• Task item: Scan the entries below for lines holding "pinky". Give the number of such lines alone.
### Data for this exercise
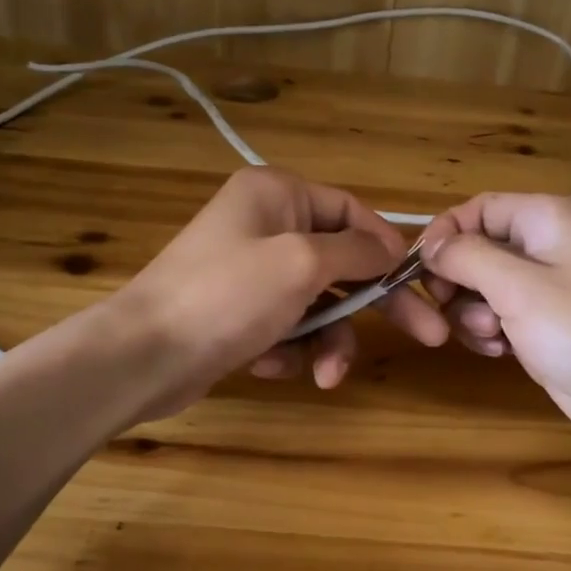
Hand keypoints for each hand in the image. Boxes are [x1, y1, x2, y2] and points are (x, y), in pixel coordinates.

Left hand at [115, 167, 447, 415]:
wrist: (144, 356)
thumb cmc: (228, 295)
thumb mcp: (302, 263)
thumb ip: (355, 251)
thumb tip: (389, 247)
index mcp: (277, 194)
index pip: (351, 210)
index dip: (387, 247)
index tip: (417, 282)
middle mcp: (264, 225)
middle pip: (340, 263)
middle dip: (373, 306)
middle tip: (427, 336)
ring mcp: (250, 272)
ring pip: (316, 304)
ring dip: (326, 340)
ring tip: (324, 375)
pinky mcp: (238, 314)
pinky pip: (285, 327)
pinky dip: (286, 349)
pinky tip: (266, 364)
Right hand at [418, 194, 570, 463]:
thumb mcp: (518, 286)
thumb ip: (466, 257)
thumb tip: (431, 245)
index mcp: (545, 219)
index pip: (476, 209)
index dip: (443, 235)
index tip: (419, 272)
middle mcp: (545, 248)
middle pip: (476, 251)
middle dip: (457, 282)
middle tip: (454, 310)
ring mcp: (548, 292)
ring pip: (482, 290)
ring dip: (472, 314)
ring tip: (493, 338)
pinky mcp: (547, 329)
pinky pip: (501, 320)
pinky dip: (491, 334)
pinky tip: (501, 354)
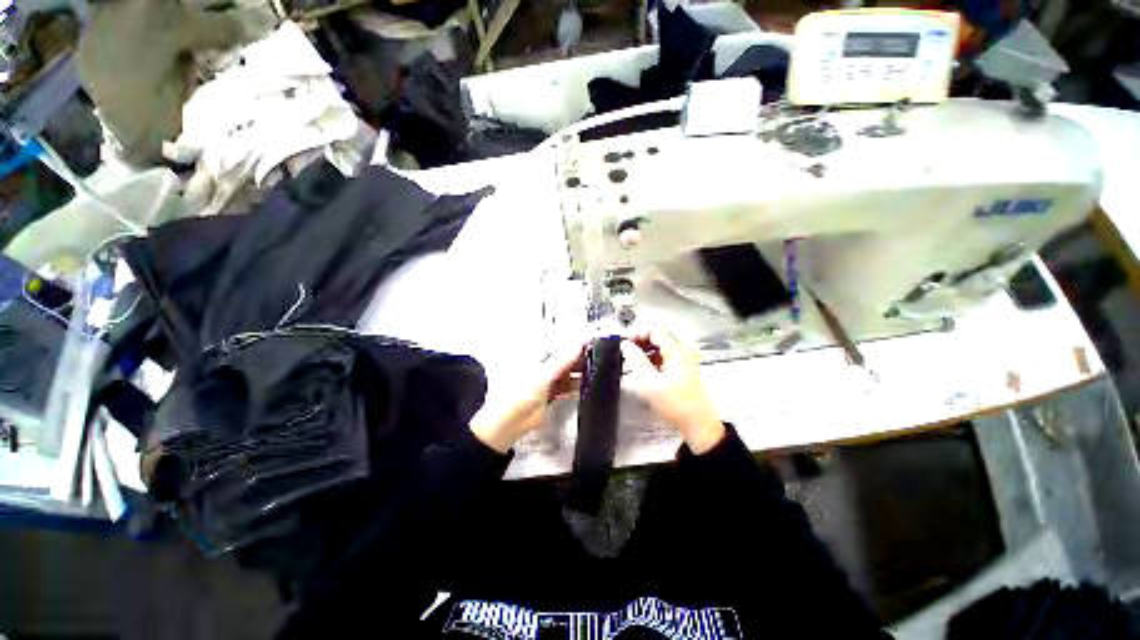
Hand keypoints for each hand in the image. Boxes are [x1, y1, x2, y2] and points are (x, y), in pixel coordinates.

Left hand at [470, 342, 584, 452]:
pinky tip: (586, 386)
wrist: (510, 421)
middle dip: (579, 359)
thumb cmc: (520, 392)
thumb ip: (563, 359)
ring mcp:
######
• Solution: 9